L: Did you know him, Light-kun?
Light: Very briefly
Noami started crying that her one true husband was dead but actually they dint get on all that well anyway cos of his man thing and dark was better at sexing and ray sold Naomis dog to pay for his gambling habit.
L: This man's respect for the dead is astounding
'Oh, you haven't even seen half of it
Oh Dark!" she cred right up in his face splattering tears everywhere. "My husband is dead and now I have no one to love me hotly and lightly all through the coldly darkly night. Will you take my back?"

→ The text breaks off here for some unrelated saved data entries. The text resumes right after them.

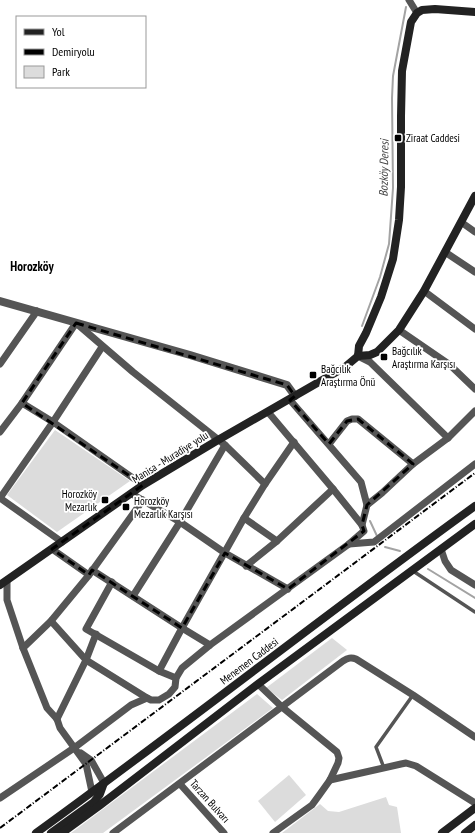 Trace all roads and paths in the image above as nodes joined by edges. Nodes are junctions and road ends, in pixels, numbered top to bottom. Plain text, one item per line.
1 (409, 0) edge
2 (475, 12) edge
3 (417, 13) junction
4 (475, 196) edge
5 (472, 208) edge
6 (461, 222) junction
7 (475, 232) edge
8 (445, 252) junction
9 (475, 272) edge
10 (424, 291) junction
11 (0, 301) edge
12 (37, 311) junction
13 (76, 323) junction
14 (475, 327) edge
15 (399, 330) junction
16 (102, 347) junction
17 (358, 356) junction
18 (0, 364) edge
19 (475, 389) edge
20 (293, 398) junction
21 (22, 403) junction
22 (475, 411) edge
23 (268, 412) junction
24 (53, 422) junction
25 (0, 432) edge
26 (448, 438) junction
27 (222, 442) junction
28 (294, 442) junction
29 (329, 444) junction
30 (413, 464) junction
31 (475, 464) edge
32 (265, 484) junction
33 (143, 485) junction
34 (333, 489) junction
35 (132, 494) junction
36 (0, 498) edge
37 (143, 500) junction
38 (367, 505) junction
39 (475, 506) edge
40 (244, 518) junction
41 (180, 522) junction
42 (475, 524) edge
43 (363, 528) junction
44 (277, 541) junction
45 (62, 542) junction
46 (374, 542) junction
47 (348, 544) junction
48 (52, 549) junction
49 (441, 549) junction
50 (225, 553) junction
51 (246, 566) junction
52 (412, 570) junction
53 (91, 572) junction
54 (7, 580) junction
55 (112, 582) junction
56 (0, 585) edge
57 (475, 585) edge
58 (288, 589) junction
59 (133, 596) junction
60 (3, 600) edge
61 (475, 612) edge
62 (51, 621) junction
63 (182, 628) junction
64 (96, 634) junction
65 (210, 645) junction
66 (23, 648) junction
67 (86, 660) junction
68 (159, 671) junction
69 (176, 678) junction
70 (258, 684) junction
71 (412, 695) junction
72 (146, 698) junction
73 (282, 707) junction
74 (57, 719) junction
75 (475, 737) edge
76 (74, 748) junction
77 (384, 768) junction
78 (330, 780) junction
79 (104, 783) junction
80 (180, 784) junction
81 (92, 792) junction
82 (0, 798) edge
83 (475, 803) edge
84 (475, 808) edge
85 (475, 825) edge
86 (36, 833) edge
87 (51, 833) edge
88 (62, 833) edge
89 (113, 833) edge
90 (224, 833) edge
91 (272, 833) edge
92 (442, 833) edge
93 (465, 833) edge

1 - 3 street
2 - 3 main road
3 - 17 main road
4 - 5 main road
5 - 6 main road
6 - 7 street
6 - 8 main road
8 - 9 street
8 - 10 main road
10 - 14 street
10 - 15 main road
11 - 12 street
12 - 13 street
12 - 18 street
13 - 16 street
13 - 20 street
13 - 21 street
15 - 17 main road
15 - 19 street
16 - 24 street
16 - 27 street
17 - 20 main road, Manisa - Muradiye yolu
17 - 26 street
20 - 23 main road, Manisa - Muradiye yolu
20 - 29 street
21 - 24 street
21 - 25 street
22 - 26 street
23 - 27 main road, Manisa - Muradiye yolu
23 - 28 street
24 - 33 street
24 - 36 street
26 - 30 street
27 - 32 street
27 - 33 main road, Manisa - Muradiye yolu
27 - 41 street
28 - 32 street
28 - 34 street
29 - 30 street
29 - 38 street
30 - 38 street
31 - 46 street
32 - 40 street
33 - 35 main road, Manisa - Muradiye yolu
34 - 43 street
34 - 44 street
35 - 37 street
35 - 45 main road, Manisa - Muradiye yolu
36 - 45 street
37 - 41 street
37 - 53 street
38 - 43 street
39 - 79 main road, Menemen Caddesi
40 - 44 street
40 - 50 street
41 - 50 street
41 - 59 street
42 - 49 main road
43 - 46 street
43 - 47 street
44 - 51 street
45 - 48 main road, Manisa - Muradiye yolu
46 - 47 street
47 - 58 street
48 - 53 street
48 - 54 main road, Manisa - Muradiye yolu
49 - 52 main road
49 - 57 street
50 - 51 street
50 - 63 street
51 - 58 street
52 - 61 lane
52 - 70 main road
53 - 55 street
53 - 62 street
54 - 56 main road, Manisa - Muradiye yolu
54 - 60 street
55 - 59 street
55 - 64 street
58 - 65 street
59 - 63 street
60 - 66 street
62 - 66 street
62 - 67 street
63 - 65 street
63 - 68 street
64 - 67 street
64 - 68 street
65 - 69 street
66 - 74 street
67 - 72 street
67 - 74 street
68 - 69 street
69 - 72 street
70 - 73 street
70 - 88 main road
71 - 73 street
71 - 75 street
71 - 77 lane
72 - 76 street
73 - 78 street
73 - 80 street
74 - 76 street
76 - 79 street
76 - 81 street
76 - 82 street
77 - 78 street
77 - 83 street
78 - 91 street
79 - 81 main road, Menemen Caddesi
79 - 87 main road
80 - 89 street
80 - 90 street, Tarzan Bulvarı
81 - 86 main road, Menemen Caddesi
84 - 92 main road
85 - 93 main road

A big anime sweat appeared on Darks face and he did the leany thing with his elbow on his head and the gorping mouth laughing and his eyes closed.
Light: My suspension of disbelief has been suspended over a bottomless pit and just had it's external cartoid artery sliced open, now it bleeds out, unknown and unloved, missed by no-one
L: That kind of reminds me of a case I worked once
Calm down guys, we're in for the long haul here.
"ACTUALLY DARK" said samanther with a big anime blush on her face too and wink "if you had a wife *wink* which you don't *wink* and its not me *wink* then she would love it as long she could join in too *wink wink wink*" she winked. "OK"
MEANWHILE ON THE OTHER SIDE OF THE ROOM
Well, that certainly was a necessary transition
L: Quick, to the L-cave
Light: Holy pop culture reference, Lman
That was quite an american reference
Light: Don't ask me, I'm American now.
Watari and Soichiro had been watching Cybertakada and Misa sexing each other. They had fort about sexing to solve their fight too but they were too old and wrinkly so they can't and also they were better at fighting than sexing which is why lights mom had so many affairs. instead they had to make do with kicking each other cos they were out of hands.
Light: What is this guy saying about my mom?
Oh, you don't even want to KNOW how deep this rabbit hole goes
Also, that's what she...
Light: *death glare*
"YOU ARE THE WORTHIEST BLOODY BUGGER I HAVE EVER FIT" watari gasped booting soichiro in the gut. "Well you are WORTHIER!" soichiro ground back doing a headbutt right into watari's face. He stumbled backwards and a load of blood came out of his nose and painted an England flag all over his blue shirt. "YOU WILL PAY FOR THAT!" Watari bellowed putting boxing gloves full of nuclears where his hands used to be. He began beating soichiro so hard his glasses broke and soichiro's broke too and THERE WAS BLOOD ON BOTH THERE MUSTACHES! D: D: D:
Light: Is... is my father and your butler henchman... thing fighting with their feet?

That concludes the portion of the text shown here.